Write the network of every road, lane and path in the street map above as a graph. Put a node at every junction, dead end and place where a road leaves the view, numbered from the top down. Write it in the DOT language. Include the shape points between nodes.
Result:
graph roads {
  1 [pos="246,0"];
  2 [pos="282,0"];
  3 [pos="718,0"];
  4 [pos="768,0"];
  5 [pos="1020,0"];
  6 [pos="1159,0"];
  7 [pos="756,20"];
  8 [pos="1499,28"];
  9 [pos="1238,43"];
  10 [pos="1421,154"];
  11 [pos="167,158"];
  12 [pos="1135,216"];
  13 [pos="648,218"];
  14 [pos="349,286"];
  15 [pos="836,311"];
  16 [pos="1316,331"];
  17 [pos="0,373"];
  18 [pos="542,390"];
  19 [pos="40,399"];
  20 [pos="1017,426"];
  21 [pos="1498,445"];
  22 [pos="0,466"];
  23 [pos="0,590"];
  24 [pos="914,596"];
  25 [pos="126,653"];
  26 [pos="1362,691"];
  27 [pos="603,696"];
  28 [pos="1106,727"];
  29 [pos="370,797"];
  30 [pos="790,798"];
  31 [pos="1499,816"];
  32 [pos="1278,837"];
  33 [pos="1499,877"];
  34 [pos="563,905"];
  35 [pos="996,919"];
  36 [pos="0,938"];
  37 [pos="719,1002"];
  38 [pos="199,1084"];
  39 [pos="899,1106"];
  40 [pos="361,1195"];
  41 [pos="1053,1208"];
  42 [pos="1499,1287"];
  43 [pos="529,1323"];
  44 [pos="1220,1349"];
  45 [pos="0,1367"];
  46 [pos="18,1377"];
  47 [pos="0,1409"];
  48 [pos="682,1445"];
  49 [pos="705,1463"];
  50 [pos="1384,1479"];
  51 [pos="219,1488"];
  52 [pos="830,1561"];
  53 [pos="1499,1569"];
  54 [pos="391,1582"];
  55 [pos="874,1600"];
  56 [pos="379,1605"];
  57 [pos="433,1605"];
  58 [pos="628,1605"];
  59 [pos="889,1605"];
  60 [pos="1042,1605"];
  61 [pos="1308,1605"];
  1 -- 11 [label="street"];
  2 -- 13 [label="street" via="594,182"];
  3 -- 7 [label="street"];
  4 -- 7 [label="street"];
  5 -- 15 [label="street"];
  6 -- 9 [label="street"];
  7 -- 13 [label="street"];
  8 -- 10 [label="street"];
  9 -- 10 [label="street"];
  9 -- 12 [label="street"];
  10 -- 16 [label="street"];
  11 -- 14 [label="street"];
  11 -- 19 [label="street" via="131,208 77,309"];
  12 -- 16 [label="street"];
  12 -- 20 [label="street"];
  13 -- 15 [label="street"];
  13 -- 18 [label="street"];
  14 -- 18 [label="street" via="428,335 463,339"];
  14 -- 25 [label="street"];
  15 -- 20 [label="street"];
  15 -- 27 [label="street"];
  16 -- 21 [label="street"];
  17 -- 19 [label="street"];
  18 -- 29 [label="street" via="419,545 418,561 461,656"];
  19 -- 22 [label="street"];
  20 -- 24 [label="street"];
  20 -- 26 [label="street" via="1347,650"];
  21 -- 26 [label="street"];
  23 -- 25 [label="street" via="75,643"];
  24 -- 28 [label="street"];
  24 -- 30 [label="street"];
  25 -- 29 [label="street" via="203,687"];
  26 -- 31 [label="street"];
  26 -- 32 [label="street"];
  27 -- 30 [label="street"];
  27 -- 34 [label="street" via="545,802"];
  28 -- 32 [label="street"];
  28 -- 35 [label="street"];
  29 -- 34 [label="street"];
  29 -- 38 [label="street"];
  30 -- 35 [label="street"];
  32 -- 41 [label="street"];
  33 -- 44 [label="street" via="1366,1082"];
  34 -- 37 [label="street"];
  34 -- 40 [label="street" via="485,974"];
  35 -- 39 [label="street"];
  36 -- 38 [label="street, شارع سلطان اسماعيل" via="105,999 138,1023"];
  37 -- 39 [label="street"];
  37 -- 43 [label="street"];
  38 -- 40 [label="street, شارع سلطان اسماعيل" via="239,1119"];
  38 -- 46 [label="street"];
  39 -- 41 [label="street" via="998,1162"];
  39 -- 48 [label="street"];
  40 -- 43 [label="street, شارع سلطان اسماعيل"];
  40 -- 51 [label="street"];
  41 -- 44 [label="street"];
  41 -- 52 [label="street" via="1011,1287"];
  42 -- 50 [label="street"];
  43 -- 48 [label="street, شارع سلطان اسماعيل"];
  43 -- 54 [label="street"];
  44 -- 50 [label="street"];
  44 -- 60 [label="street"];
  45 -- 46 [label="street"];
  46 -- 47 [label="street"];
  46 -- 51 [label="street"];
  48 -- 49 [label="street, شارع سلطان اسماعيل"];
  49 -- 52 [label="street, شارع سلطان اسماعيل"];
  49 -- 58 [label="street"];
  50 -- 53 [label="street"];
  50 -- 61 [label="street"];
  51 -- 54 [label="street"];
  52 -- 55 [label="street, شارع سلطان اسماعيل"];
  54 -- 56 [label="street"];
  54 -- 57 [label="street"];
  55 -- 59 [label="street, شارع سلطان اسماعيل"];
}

▶ Task instructions:
Copy out all lines of the listing above that include "شارع".

▶ Finished exercise:
  36 -- 38 [label="street, شارع سلطان اسماعيل" via="105,999 138,1023"];
  38 -- 40 [label="street, شارع سلطان اسماعيل" via="239,1119"];
  40 -- 43 [label="street, شارع سلطان اسماعيل"];
  43 -- 48 [label="street, شارع سلطان اسماعيل"];
  48 -- 49 [label="street, شارع سلطان اسماعيل"];
  49 -- 52 [label="street, شارع سلطان اسماعيل"];
  52 -- 55 [label="street, شارع سلطان اسماعيل"];
  55 -- 59 [label="street, شارع سلطان اسماعيل"];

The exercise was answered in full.